Appolinaire, a physician with the African Union support to Ebola Outbreak in West Africa said: Ebola patients has a risk of bleeding easily, it is why NG tubes can not be used for fluids therapy.Better they give them fluids orally or via IV lines.

Debbie a nurse with MSF said: " we started NG tubes (with children) and had success with this surprisingly - even tho it took time to very slowly give fluid while in there so that the child would not vomit. "and "We used NG tubes twice both on children that we could not get IV access. In both cases it was highly successful and we had much more control on how much fluid we were actually getting in. It took careful administration so that the child did not vomit. We would start with the little one and give some fluids through the NG tube then move on and work with other patients and then go back and give a little more. "

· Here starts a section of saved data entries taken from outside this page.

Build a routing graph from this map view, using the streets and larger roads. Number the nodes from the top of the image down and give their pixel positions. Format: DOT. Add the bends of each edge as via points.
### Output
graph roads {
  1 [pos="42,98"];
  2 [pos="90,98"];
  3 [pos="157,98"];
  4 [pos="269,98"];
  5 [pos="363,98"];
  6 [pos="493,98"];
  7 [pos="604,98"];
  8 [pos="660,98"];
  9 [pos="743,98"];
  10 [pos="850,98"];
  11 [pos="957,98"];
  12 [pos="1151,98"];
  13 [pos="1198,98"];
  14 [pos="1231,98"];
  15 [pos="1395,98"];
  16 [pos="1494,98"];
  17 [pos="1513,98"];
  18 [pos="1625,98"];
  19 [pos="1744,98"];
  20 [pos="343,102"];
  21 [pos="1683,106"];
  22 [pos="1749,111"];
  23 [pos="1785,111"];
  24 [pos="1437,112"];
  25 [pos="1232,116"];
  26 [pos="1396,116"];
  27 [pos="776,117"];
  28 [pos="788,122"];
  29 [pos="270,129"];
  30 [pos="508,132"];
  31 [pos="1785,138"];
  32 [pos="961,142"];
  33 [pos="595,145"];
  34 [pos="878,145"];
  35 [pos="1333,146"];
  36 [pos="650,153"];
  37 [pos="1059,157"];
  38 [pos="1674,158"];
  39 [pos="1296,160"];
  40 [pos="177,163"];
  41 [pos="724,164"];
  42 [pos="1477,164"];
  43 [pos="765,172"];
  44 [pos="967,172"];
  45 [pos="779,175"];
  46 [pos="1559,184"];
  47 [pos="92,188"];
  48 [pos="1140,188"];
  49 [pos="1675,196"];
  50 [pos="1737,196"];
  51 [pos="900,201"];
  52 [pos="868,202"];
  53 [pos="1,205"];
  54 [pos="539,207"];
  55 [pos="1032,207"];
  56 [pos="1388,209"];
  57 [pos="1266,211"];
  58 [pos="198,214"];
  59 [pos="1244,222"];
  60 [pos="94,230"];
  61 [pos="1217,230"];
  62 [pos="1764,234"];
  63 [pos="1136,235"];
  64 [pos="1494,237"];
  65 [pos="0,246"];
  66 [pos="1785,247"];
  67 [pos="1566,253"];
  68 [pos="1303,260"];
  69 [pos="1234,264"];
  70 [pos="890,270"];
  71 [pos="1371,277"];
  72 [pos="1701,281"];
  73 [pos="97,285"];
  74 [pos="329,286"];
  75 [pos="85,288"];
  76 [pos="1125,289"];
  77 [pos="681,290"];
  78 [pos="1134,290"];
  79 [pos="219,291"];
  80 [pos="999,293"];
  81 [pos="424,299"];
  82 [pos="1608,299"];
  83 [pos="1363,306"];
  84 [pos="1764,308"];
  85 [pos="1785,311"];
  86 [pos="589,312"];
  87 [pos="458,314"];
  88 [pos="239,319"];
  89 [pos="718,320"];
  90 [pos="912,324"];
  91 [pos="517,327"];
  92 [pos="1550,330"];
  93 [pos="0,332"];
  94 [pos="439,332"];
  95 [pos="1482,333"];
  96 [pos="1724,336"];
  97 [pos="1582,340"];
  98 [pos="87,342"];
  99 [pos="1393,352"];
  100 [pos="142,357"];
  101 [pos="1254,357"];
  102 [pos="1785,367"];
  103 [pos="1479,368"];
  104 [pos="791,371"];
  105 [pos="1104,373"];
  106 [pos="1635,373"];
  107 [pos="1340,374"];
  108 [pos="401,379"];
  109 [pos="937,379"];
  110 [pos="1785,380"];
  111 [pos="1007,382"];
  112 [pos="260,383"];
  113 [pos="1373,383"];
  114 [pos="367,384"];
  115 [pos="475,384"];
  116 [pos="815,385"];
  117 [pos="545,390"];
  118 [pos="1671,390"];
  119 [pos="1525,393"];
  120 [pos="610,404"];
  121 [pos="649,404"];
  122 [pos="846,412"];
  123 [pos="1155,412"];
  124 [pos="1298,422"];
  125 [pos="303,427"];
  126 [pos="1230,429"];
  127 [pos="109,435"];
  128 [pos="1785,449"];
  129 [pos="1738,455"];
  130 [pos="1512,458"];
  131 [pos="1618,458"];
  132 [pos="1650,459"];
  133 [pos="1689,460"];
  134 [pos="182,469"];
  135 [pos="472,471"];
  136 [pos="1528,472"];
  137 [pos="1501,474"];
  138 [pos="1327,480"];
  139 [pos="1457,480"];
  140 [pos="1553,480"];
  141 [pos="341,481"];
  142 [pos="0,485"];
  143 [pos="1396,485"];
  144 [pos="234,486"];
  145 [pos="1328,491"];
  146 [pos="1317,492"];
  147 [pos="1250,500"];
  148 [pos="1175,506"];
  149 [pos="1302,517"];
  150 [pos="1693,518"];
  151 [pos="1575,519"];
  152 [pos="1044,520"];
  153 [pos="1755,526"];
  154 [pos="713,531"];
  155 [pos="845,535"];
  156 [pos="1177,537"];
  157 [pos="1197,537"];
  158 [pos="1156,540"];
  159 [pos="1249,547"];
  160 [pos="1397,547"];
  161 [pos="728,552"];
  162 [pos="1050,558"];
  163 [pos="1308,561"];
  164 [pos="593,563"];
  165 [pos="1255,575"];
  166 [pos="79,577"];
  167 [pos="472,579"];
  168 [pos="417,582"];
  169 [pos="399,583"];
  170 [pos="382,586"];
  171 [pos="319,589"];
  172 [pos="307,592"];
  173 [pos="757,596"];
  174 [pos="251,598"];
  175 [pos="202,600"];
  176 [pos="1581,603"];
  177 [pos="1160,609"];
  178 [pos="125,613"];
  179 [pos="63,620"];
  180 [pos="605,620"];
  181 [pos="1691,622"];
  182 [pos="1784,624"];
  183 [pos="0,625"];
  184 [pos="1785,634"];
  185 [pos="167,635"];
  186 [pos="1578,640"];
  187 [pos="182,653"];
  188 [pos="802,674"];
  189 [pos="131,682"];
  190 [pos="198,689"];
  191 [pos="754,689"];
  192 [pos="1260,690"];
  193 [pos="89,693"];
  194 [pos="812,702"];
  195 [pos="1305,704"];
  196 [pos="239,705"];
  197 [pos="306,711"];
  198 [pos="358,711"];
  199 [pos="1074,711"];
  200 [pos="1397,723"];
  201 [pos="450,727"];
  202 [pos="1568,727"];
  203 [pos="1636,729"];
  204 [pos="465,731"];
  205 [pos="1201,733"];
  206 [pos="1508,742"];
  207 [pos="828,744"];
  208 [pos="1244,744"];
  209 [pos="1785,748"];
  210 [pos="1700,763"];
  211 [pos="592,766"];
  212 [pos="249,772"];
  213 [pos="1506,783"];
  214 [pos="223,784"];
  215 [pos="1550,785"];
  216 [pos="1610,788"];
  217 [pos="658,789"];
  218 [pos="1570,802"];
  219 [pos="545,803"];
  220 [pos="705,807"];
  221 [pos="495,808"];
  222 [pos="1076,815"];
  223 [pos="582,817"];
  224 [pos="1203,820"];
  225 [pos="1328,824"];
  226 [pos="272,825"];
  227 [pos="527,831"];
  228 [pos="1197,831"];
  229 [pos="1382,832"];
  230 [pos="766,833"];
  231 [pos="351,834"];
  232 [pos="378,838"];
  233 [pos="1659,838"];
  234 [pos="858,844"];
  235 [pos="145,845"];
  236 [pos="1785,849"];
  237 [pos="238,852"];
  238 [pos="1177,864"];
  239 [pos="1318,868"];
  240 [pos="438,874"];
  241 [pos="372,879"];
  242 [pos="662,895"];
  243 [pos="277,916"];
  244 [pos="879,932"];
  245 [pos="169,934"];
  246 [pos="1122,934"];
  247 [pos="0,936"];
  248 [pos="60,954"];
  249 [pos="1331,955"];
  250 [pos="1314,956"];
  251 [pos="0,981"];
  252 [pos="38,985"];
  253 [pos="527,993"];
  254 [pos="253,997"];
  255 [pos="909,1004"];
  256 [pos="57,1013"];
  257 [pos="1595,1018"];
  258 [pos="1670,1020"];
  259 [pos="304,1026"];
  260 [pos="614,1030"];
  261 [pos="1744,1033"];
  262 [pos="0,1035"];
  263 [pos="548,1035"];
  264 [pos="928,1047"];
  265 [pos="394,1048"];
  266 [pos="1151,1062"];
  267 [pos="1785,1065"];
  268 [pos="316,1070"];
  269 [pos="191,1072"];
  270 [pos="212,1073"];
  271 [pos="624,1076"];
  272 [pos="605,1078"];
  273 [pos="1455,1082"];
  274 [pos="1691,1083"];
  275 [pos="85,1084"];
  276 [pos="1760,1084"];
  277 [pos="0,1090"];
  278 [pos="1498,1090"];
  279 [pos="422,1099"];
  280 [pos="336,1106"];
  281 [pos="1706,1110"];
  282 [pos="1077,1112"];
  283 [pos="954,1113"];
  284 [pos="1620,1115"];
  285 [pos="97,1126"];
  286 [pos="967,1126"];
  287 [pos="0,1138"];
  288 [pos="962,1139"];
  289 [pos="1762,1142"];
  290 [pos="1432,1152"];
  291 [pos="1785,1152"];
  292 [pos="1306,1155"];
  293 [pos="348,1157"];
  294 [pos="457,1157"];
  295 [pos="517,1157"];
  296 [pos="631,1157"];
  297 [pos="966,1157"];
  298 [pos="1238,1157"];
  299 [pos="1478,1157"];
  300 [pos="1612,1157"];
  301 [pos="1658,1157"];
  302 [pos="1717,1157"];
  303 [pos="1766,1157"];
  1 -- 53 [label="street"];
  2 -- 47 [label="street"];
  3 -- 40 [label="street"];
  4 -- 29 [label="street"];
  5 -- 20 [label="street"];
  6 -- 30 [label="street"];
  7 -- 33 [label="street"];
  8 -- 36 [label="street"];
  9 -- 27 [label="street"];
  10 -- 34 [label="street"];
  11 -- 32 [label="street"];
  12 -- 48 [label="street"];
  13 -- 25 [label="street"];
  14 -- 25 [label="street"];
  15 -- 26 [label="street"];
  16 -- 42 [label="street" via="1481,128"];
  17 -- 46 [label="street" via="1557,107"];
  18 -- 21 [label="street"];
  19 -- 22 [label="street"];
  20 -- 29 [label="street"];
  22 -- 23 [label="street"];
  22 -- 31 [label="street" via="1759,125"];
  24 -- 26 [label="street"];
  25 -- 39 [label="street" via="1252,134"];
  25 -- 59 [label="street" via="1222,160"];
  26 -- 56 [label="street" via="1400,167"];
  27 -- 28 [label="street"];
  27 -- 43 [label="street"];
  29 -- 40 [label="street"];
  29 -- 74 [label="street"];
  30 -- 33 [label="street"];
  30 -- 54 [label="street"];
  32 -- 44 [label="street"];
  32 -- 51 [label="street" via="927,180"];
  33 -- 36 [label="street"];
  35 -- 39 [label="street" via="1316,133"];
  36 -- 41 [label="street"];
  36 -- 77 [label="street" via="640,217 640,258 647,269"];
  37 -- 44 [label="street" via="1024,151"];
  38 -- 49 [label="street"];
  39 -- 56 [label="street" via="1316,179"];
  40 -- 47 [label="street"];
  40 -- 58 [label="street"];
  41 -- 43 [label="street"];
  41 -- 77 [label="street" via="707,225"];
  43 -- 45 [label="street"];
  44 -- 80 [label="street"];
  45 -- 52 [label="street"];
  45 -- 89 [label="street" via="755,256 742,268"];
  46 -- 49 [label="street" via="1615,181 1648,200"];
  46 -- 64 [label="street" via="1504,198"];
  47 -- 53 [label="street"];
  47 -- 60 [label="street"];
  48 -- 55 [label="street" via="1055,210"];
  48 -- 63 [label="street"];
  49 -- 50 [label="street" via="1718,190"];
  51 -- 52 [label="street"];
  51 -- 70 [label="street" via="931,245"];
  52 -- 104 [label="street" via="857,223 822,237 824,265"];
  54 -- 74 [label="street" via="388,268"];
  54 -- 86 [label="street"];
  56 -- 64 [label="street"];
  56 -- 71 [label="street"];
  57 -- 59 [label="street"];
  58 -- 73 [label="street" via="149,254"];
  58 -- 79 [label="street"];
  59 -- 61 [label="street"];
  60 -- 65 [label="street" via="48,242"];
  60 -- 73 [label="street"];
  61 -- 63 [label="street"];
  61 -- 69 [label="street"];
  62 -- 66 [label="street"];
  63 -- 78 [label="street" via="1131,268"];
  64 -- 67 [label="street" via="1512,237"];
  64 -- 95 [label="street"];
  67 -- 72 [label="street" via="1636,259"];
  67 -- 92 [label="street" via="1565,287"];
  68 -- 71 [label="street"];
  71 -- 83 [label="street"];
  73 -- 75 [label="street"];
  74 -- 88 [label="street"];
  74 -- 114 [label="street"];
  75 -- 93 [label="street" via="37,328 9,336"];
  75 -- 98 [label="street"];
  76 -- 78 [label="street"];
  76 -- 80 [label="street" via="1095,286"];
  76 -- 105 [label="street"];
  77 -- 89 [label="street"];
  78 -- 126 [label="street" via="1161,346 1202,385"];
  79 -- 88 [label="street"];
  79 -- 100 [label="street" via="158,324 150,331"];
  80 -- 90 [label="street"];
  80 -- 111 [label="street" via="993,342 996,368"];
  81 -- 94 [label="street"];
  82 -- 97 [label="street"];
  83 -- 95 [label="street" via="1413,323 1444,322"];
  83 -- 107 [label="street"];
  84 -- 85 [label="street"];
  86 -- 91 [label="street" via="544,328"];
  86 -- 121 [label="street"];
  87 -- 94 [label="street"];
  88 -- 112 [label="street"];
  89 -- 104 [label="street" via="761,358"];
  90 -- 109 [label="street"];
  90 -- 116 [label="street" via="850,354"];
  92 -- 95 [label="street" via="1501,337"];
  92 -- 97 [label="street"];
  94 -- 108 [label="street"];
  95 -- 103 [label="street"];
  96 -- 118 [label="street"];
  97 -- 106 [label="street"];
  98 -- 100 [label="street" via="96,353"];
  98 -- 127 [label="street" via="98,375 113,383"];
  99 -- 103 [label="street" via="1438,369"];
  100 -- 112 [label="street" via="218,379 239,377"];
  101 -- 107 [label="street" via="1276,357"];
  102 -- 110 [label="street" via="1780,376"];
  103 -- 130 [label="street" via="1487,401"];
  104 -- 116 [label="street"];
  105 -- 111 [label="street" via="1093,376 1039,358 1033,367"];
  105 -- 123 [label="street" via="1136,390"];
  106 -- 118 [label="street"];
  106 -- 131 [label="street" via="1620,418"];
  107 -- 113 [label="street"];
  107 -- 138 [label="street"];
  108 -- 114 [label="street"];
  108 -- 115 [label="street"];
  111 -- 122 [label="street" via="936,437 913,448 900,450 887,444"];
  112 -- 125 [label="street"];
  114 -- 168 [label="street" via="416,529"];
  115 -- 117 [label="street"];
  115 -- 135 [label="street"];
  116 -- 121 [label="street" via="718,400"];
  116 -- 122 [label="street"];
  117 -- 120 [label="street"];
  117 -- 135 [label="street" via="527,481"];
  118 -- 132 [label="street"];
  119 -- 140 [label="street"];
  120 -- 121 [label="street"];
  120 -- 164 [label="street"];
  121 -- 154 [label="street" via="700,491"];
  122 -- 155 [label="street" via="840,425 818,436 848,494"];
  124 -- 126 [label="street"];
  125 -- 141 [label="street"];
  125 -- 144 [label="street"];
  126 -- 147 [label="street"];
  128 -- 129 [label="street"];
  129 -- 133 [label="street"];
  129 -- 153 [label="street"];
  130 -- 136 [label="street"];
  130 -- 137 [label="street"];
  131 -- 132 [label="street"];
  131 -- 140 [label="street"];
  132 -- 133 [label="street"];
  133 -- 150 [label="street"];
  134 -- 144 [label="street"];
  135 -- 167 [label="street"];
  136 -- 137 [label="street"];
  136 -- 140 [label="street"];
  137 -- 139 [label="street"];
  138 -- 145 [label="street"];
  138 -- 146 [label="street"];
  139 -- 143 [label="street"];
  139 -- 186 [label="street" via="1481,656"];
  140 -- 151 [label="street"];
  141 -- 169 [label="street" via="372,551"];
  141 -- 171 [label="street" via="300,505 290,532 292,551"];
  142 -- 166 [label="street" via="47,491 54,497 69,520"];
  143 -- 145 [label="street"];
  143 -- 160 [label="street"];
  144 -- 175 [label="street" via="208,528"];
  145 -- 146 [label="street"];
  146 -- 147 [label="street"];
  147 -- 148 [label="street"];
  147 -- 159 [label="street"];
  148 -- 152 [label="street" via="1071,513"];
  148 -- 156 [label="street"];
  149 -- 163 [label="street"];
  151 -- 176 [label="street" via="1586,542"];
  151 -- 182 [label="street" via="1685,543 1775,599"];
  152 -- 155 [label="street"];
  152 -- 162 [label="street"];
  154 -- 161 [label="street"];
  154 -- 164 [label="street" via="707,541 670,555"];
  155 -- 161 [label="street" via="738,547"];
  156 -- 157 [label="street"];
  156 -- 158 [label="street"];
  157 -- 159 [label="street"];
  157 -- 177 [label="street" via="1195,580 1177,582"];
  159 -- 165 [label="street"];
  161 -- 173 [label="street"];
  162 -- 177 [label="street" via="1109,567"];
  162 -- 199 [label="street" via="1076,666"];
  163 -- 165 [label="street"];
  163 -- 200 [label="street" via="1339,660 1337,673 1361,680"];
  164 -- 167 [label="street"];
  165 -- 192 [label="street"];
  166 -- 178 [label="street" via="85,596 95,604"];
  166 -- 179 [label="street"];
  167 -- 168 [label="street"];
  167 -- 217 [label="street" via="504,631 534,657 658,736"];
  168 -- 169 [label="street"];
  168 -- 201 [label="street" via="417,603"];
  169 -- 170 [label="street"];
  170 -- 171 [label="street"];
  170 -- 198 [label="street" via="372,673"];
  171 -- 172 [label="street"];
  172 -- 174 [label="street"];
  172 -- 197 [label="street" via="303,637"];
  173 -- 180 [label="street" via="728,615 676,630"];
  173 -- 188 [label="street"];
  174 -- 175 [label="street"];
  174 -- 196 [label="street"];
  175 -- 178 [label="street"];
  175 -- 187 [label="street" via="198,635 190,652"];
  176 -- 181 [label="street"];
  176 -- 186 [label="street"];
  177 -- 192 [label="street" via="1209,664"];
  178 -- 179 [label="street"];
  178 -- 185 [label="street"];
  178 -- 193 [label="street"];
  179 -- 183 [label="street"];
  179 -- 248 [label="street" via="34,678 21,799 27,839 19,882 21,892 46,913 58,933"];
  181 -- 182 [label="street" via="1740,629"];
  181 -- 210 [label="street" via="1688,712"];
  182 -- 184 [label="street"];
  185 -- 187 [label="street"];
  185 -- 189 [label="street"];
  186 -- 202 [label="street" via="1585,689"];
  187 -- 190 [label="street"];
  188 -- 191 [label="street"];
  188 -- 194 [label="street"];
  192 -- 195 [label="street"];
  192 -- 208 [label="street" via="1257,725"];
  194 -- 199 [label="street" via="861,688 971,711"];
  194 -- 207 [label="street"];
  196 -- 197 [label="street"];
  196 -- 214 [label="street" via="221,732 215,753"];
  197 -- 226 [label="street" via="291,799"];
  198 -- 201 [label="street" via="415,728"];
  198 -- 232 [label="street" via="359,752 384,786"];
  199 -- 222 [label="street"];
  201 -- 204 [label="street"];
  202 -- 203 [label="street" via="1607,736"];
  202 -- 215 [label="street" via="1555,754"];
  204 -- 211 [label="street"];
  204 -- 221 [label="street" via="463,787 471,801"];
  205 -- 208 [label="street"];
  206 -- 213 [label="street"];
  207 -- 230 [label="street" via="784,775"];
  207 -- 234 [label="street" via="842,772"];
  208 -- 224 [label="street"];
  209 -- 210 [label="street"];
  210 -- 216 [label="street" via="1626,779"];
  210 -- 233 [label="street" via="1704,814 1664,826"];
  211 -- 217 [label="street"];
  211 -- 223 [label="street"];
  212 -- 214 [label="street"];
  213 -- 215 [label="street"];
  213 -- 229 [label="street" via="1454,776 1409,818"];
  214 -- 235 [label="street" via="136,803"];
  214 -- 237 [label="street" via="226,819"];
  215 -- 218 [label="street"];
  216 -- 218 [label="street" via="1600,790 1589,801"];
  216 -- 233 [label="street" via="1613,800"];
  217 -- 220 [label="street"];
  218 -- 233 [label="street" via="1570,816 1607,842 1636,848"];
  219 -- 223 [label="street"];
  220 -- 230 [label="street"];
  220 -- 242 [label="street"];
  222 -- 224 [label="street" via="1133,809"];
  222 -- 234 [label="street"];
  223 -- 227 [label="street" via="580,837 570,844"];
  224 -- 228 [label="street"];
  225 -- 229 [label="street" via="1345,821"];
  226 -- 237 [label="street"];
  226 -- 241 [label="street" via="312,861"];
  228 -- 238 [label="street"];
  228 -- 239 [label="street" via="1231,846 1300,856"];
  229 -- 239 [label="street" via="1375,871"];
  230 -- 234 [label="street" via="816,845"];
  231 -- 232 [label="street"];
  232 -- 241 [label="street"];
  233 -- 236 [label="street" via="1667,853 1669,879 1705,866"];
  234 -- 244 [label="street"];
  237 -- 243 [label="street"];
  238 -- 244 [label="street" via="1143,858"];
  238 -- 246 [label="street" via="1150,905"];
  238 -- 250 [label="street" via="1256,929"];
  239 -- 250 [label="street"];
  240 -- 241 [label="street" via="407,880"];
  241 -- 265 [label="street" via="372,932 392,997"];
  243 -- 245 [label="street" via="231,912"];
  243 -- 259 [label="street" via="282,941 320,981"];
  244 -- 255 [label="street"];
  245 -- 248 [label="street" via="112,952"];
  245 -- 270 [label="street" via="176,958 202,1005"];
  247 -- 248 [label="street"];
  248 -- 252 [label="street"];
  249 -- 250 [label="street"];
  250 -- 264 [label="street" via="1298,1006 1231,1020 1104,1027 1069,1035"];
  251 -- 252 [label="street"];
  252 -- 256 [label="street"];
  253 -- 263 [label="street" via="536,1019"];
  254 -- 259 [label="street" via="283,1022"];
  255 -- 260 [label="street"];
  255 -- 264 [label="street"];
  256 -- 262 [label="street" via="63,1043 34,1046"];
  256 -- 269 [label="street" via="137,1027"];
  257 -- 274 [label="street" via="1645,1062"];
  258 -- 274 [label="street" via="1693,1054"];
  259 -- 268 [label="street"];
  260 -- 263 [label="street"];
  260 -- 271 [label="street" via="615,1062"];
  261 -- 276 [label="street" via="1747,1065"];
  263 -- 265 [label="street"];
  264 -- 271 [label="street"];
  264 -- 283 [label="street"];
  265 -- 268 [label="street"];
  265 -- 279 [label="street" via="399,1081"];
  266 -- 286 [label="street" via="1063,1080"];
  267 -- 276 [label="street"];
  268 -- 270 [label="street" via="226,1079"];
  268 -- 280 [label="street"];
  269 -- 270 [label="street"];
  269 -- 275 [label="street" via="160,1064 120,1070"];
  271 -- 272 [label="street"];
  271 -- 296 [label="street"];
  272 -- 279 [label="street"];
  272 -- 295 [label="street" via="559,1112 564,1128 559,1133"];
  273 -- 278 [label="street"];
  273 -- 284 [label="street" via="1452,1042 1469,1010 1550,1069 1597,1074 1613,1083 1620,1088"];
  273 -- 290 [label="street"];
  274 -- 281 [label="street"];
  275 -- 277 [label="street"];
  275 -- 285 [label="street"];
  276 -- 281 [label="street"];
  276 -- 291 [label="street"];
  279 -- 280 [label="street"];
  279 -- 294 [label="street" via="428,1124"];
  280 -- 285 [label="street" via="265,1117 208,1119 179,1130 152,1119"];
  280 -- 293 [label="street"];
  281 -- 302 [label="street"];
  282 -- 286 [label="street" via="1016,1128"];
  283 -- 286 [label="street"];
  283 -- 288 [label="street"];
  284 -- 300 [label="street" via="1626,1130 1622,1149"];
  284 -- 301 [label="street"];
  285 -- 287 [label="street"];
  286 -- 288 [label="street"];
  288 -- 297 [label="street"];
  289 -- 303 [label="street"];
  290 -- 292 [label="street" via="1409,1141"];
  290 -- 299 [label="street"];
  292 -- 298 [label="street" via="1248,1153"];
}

Diane a physician with PIH said: " I think a few of our patients would have tolerated them, but I think most of them would have yanked them out pretty quickly. So many of our patients were confused and we spent so little time at the bedside. I don't think they would have tolerated boluses in via NG, some patient's vomited after just a few sips of whatever liquid we gave them. Our really sick kids had what looked like painful oral mucosa, I assume the nasal mucosa was the same. They were oozing blood and couldn't tolerate a cup touching their lips."

Elizabeth Glaser Moderator Emeritus Replied at 11:10 AM, 6 Nov 2015

I recently learned about the FEAST trial, “Fluid Expansion As Supportive Therapy” which investigated the effects of fluid boluses in the resuscitation of febrile children with evidence of poor perfusion in low resources setting in Africa. Vasopressor agents were not used.

What are the implications of the FEAST trial for those children that received intensive fluid therapy for Ebola, given that some had simple hypovolemia from dehydration(vomiting/diarrhea) and others had evidence of septic shock? A brief on the FEAST trial is below. Any thoughts or reevaluations on fluid administration for children with Ebola or is FEAST not relevant?


In a multicenter randomized trial
Group 1, n =3141 patients without ‘severe shock’
Group 2, n = 29 patients with ‘severe shock’

Group 1 had 3 arms, a child was randomized to
A.Bolus 0.9% Saline (20ml/kg over one hour) OR
B. Bolus 5% Albumin (20ml/kg over one hour) OR
C. Maintenance fluids (2.5—4ml/kg/hour)
Group 1 had 2 arms, in which a child was randomized to
A. 5% albumin boluses OR
B. 0.9% saline boluses

Primary outcome was mortality @ 48 hours
Secondary outcomes were
mortality @4 weeks,
neuro outcomes @ 4 & 24 weeks,
hypotensive shock within 48 hours of randomization
adverse events -> pulmonary edema, cerebral edema, allergic reaction

Survival was significantly higher in those receiving maintenance fluids over those receiving either type of fluid bolus (3.3% survival benefit at 48 hours , p=0.01)
Mortality at 48 hours was higher in those children receiving any type of fluid bolus
There was no significant difference in primary outcome between the different types of fluid bolus.
87% of all deaths occurred within the first 24 hours
no difference in other secondary outcomes
no evidence of fluid bolus benefit in sub group analysis, excess deaths in all subgroups receiving bolus
no difference in mortality or secondary outcomes based on malaria infection status
Those in Group 2 (severe shock) had greater mortality associated with fluid boluses

1.Ford N, Hargreaves S, Shanks L. Mortality after fluid bolus in children with shock due to sepsis or severe infection: a systematic review and meta-analysis. PLoS One. 2012;7(8):e43953. doi: 10.1371/journal.pone.0043953. Epub 2012 Aug 30. Review.
2.Maitland K, et al and the FEAST Trial Group. Mortality after Fluid Bolus in African Children with Severe Infection. N Engl J Med. 2011 May 26.
3.Maitland K, et al; FEAST trial group. Exploring mechanisms of excess mortality with early fluid resuscitation: insights from the FEAST trial. BMC Med. 2013 Mar 14;11:68. doi: 10.1186/1741-7015-11-68.
4.Myburgh JA. Fluid resuscitation in acute illness – time to reappraise the basics. N Engl J Med. 2011 Jun 30;364(26):2543-4. doi: 10.1056/NEJMe1105490. Epub 2011 May 26.
5.Myburgh J, Finfer S. Causes of death after fluid bolus resuscitation: new insights from FEAST. BMC Med. 2013 Mar 14;11:67. doi: 10.1186/1741-7015-11-67.